Instructions to follow:
Look through the material that follows and show every line with the string "turn".

----------------------------------------

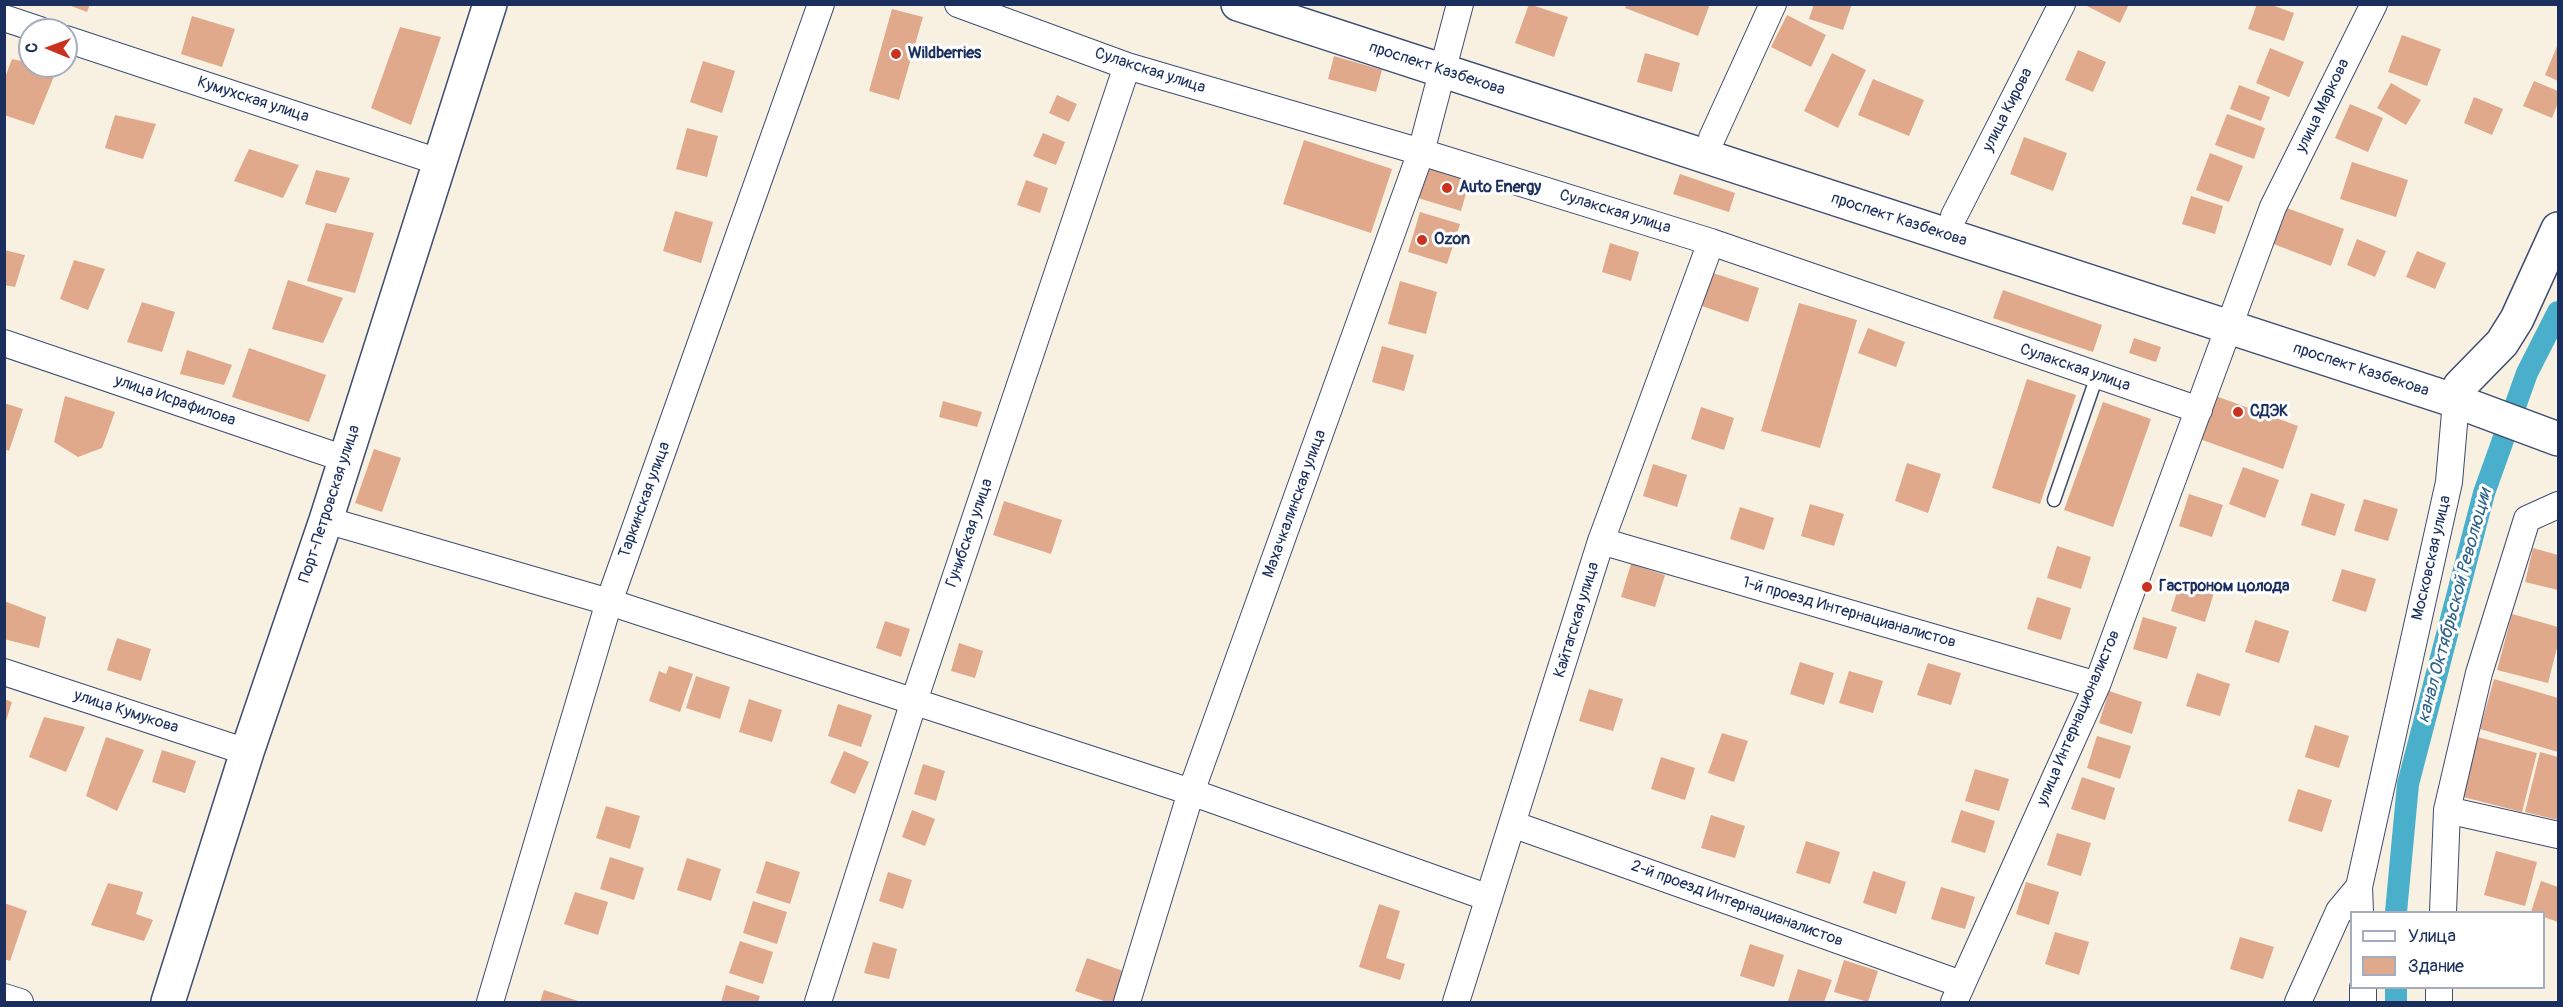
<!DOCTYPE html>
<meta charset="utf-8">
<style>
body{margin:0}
#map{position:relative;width:2563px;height:1007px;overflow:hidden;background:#f8f1e2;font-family:Pangolin,sans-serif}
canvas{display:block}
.frame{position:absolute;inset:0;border:6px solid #1b2f5e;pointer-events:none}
.legend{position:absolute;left:2350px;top:911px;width:195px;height:78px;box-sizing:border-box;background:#fff;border:2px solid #a4acbf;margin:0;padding:8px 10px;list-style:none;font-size:18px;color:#1b2f5e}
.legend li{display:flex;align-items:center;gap:12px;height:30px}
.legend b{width:30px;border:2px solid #a4acbf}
.north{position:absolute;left:18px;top:18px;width:60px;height:60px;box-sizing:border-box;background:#fff;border:2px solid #a4acbf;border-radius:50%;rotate:271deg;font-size:16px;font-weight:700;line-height:24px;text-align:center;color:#1b2f5e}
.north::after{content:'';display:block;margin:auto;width:21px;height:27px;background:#c8321e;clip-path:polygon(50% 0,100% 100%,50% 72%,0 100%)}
</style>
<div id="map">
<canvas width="2563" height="1007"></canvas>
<div class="frame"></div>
<ul class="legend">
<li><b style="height:8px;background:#fff"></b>Улица</li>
<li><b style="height:16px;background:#e0a98c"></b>Здание</li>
</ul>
<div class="north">С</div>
</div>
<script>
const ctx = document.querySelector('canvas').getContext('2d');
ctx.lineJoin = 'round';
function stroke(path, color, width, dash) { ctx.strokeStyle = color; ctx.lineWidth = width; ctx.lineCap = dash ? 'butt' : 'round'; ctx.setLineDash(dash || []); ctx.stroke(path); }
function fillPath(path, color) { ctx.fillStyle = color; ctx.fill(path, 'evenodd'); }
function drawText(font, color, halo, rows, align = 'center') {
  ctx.font = font + ' Pangolin,sans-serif'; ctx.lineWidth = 6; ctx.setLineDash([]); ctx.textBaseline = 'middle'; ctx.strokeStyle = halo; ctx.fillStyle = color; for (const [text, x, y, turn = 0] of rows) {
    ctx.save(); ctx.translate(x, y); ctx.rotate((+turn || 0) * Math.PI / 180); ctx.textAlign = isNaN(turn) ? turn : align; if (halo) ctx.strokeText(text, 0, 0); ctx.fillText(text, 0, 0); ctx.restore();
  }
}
const canal = new Path2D(`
 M2396,912L2408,784L2484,493L2527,373L2558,312
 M2396,988V1002`);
const building = new Path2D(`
 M66,4H90L87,12Z
 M1529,4L1568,17L1554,57L1515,43Z
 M1627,4H1710L1698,36L1625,8Z
 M1814,4H1852L1843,30L1809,19Z
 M2088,4H2129L2120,23L2087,6Z
 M2257,4H2269L2294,13L2284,41L2248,29Z
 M892,9L923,17L899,100L869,91Z
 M1787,15L1826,35L1811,67L1771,47Z
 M192,16L235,29L222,67L181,54Z
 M400,27L441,37L411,125L371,108Z
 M2402,35L2441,49L2427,86L2388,72Z
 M2558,44V81L2545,75Z
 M2270,48L2304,62L2289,97L2256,83Z
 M2078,50L2106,62L2093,92L2065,80Z
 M1645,53L1680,63L1672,92L1637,82Z
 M1832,53L1866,70L1838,128L1804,111Z
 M1334,56L1382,70L1376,92L1328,79Z
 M12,59L30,63V66L57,69L34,125L4,115V80Z
 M703,61L735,71L722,113L690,102Z
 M1873,79L1924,100L1909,136L1858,115Z
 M2534,81L2558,91V103L2552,118L2523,106Z
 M2391,83L2421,100L2406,125L2377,108Z
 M2239,85L2270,97L2261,121L2230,109Z
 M1057,95L1077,104L1069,122L1049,113Z
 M2474,97L2503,109L2492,135L2464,123Z
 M2350,104L2383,118L2368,152L2335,138Z
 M2227,114L2265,128L2254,159L2215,145Z
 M115,115L156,124L143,159L105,148Z
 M687,128L718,136L707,177L676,169Z
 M1043,133L1065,142L1056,165L1033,156Z
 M2024,137L2067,153L2053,191L2010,174Z
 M1304,140L1392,169L1371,233L1283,204Z
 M249,149L299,165L283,198L234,181Z
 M2210,153L2243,166L2229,202L2196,190Z
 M2352,162L2408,180L2396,217L2340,199Z
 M1428,163L1471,176L1461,211L1418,198Z
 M316,170L350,178L336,213L305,204Z
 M1680,174L1735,193L1729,212L1673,194Z
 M1026,180L1048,188L1040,213L1017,205Z
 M2191,196L2223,206L2215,234L2182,224Z
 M2284,207L2344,229L2331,266L2271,243Z
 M675,211L713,222L701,263L663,251Z
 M1420,212L1460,224L1447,264L1408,252Z
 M326,223L374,233L355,293L307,281Z
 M2357,239L2386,251L2375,277L2347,265Z
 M1610,243L1639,252L1631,281L1602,272Z
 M4,250L25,255L15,287L4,285Z
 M2417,251L2446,263L2435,289L2406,277Z
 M74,260L105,269L88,310L60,299Z
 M1713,273L1759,288L1748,322L1702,306Z
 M288,280L343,298L323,343L272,329Z
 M1400,281L1437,292L1426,334L1388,324Z
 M2003,290L2102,325L2093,352L1993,318Z
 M142,302L175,312L162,352L127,342Z
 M1799,303L1857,320L1820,448L1761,431Z
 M1868,328L1905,342L1896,367L1858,353Z
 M2134,338L2161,347L2156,362L2129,353Z
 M1382,346L1414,355L1404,391L1372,382Z
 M249,348L326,375L309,422L232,397Z
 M187,350L232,365L224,385L180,374Z
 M2027,379L2076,395L2040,504L1992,488Z
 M2213,395L2298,426L2283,469L2197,438Z
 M65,396L115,412L102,448L78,457L54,442Z
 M943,401L982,412L977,427L939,417Z
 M2103,402L2151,419L2113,527L2064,510Z
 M4,403L23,409L9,451L4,449Z
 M1701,407L1734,418L1724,450L1691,439Z
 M374,449L401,458L382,512L355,503Z
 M1907,463L1941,474L1928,513L1895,501Z
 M1653,464L1687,475L1677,507L1643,496Z
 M2243,467L2279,480L2265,518L2229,504Z
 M2311,493L2345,504L2335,536L2301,525Z
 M2189,494L2223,505L2212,537L2179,526Z
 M2364,499L2398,509L2388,541L2354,531Z
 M1004,501L1062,520L1051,554L993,535Z
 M1810,504L1844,514L1834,546L1801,536Z
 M1740,507L1774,518L1764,550L1730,539Z
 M2057,546L2091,557L2081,589L2047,578Z
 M2533,548L2558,555V590L2525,582Z
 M1631,564L1665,575L1655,607L1621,597Z
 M2342,569L2376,579L2366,612L2332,601Z
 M2181,579L2215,589L2205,622L2171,611Z
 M2037,597L2071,608L2061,640L2027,629Z
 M4,601L46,617L39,648L4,639Z
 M2512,614L2558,627V644L2548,683L2497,670Z
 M2143,617L2177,627L2167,659L2133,649Z
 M2255,620L2289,631L2279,663L2245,652Z
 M885,621L910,629L901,657L876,648Z
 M117,638L151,649L141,681L107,670Z
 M959,643L983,651L975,678L951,671Z
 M1800,662L1834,673L1824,705L1790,694Z
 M1928,663L1961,673L1951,705L1917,695Z
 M669,666L693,674L680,712L649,701L659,671L666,674Z
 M1849,671L1883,681L1873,713L1839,703Z
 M2197,673L2230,684L2220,716L2186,706Z
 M696,676L730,687L720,719L686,708Z
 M2494,679L2558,698V752L2480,729Z
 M1589,689L1623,699L1613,731L1579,721Z
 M2109,691L2142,702L2132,734L2099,723Z
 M4,699L12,702L5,724H4Z
 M749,699L782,710L772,742L739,732Z
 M838,704L872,715L861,747L828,736Z
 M44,717L85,727L66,772L29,757Z
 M2315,725L2349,736L2339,768L2305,757Z
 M1722,733L1748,741L1734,782L1708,773Z
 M2097,736L2131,746L2120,779L2087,768Z
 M2474,736L2537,753L2522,812L2459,796Z
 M106,737L144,750L117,811L86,796Z
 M162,750L196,761L185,793L152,782Z
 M844,751L869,762L855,794L830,783Z
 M2540,752L2558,757V820L2525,812Z
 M1661,757L1695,768L1685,800L1651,789Z
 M923,764L945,771L936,801L914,794Z
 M1975,769L2009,779L1999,811L1965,801Z
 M2082,777L2115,788L2105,820L2071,809Z
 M2298,789L2332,800L2322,832L2288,821Z
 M606,806L640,816L630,849L596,838Z
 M912,810L935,819L925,846L902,837Z
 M1961,810L1995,821L1985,853L1951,842Z
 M1711,815L1745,826L1735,858L1701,848Z
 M2057,833L2091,843L2081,876L2047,865Z
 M1806,841L1840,852L1830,884L1796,873Z
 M2496,851L2537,862L2525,906L2484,895Z
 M610,857L644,868L634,900L600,889Z
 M687,858L721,869L711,901L677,890Z
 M766,861L800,872L790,904L756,893Z
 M1873,871L1906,882L1896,914L1863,903Z
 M888,872L912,880L903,909L879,901Z
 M2541,881L2558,887V922L2544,917V912H2531Z
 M2026,882L2059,892L2049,925L2016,914Z
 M108,883L143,892L136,914L153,920L144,941L91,925Z
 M1941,887L1975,897L1965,929L1931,919Z
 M575,892L608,902L598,935L564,924Z
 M753,901L787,912L777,944L743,933Z
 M4,903L27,911L10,961L4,959Z
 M1379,904L1400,911L1386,958L1405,964L1400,980L1359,967Z
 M2055,932L2089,942L2079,975L2045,964Z
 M2240,937L2274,947L2263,979L2230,969Z
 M740,941L773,952L763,984L729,973Z
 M873,942L897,949L889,979L864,973Z
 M1750,944L1784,955L1774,987L1740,976Z
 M1087,958L1126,972L1116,1002H1107L1075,991Z
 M1844,960L1878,971L1868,1002L1834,992Z
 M1798,969L1832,980L1824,1002L1788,1001Z
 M726,985L760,996L758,1002H721Z
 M544,990L581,1002H540Z`);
const lane = new Path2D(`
 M2054,500L2097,376`);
const street = new Path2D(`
 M958,4L1127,66L1421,152L1711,242L2199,410
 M4,18L40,30
 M66,39L439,162
 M1712,138L1773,4
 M1954,216L2062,4
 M4,343L345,459
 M326,520L609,602L1191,792L1489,898
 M1601,541L2097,685
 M4,672L247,752
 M2447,810L2558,835
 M1512,824L1961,984
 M2360,912L2359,887L2449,482L2456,401L2460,386
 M2443,912L2447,810L2479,673L2527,519L2558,505
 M2363,988V1002
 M4,997L20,1002
 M490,1002L609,602L821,4
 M818,1002L914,701L1127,66
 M1127,1002L1191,792L1421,152L1460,4
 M1456,1002L1601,541L1711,242
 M1954,1002L2097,685L2273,207L2374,4
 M2298,1002L2339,911L2359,887
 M2439,1002V988`);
const secondary = new Path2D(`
 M2460,386L2502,343L2517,319L2558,229
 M168,1002L247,752L326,520L490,4`);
const highway = new Path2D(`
 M1238,4L2456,401L2558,439`);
const markers = [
 [896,54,6,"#c8321e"],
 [1447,188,6,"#c8321e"],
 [1422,240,6,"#c8321e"],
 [2238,412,6,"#c8321e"],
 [2147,587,6,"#c8321e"]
];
const poiNames = [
 ["Wildberries",908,54],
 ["Auto Energy",1459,188],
 ["Ozon",1434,240],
 ["СДЭК",2250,412],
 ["Гастроном цолода",2159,587]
];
const streetNames = [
 ["проспект Казбекова",1437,69,18],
 ["Сулакская улица",1150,71,18],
 ["Кумухская улица",253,100,18],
 ["улица Маркова",2323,106,-64],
 ["улица Кирова",2008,110,-63],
 ["Сулакская улица",1615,212,17],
 ["проспект Казбекова",1899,220,18],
 ["Сулакская улица",2075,368,19],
 ["проспект Казбекова",2361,370,18],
 ["улица Исрафилова",175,401,19],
 ["Таркинская улица",645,500,-70],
 ["Порт-Петровская улица",330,504,-72],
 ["Махачкалинская улица",1295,504,-70],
 ["Гунибская улица",970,533,-71],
 ["Московская улица",2432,558,-77],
 ["1-й проезд Интернацианалистов",1849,613,16],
 ["Кайтагская улица",1577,620,-73],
 ["улица Кумукова",126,712,18],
 ["улица Интернационалистов",2079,718,-67],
 ["2-й проезд Интернацианалистов",1737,904,20]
];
const waterNames = [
 ["канал Октябрьской Революции",2455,606,-75]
];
stroke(canal, '#4aafca', 22);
fillPath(building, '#e0a98c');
stroke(lane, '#3c4c72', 15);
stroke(street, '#3c4c72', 28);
stroke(secondary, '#3c4c72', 36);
stroke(highway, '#3c4c72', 36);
stroke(lane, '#fff', 12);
stroke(street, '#fff', 26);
stroke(secondary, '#fff', 33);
stroke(highway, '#fff', 33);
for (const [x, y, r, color] of markers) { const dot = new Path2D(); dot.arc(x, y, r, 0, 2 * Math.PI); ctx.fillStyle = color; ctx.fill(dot); stroke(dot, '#fff', 2); }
drawText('bold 16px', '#1b2f5e', '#fff', poiNames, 'left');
drawText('16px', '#1b2f5e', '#fff', streetNames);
drawText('italic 18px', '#2e6289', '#fff', waterNames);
</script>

----------------------------------------

Result of the exercise:
  ctx.font = font + ' Pangolin,sans-serif'; ctx.lineWidth = 6; ctx.setLineDash([]); ctx.textBaseline = 'middle'; ctx.strokeStyle = halo; ctx.fillStyle = color; for (const [text, x, y, turn = 0] of rows) {
    ctx.save(); ctx.translate(x, y); ctx.rotate((+turn || 0) * Math.PI / 180); ctx.textAlign = isNaN(turn) ? turn : align; if (halo) ctx.strokeText(text, 0, 0); ctx.fillText(text, 0, 0); ctx.restore();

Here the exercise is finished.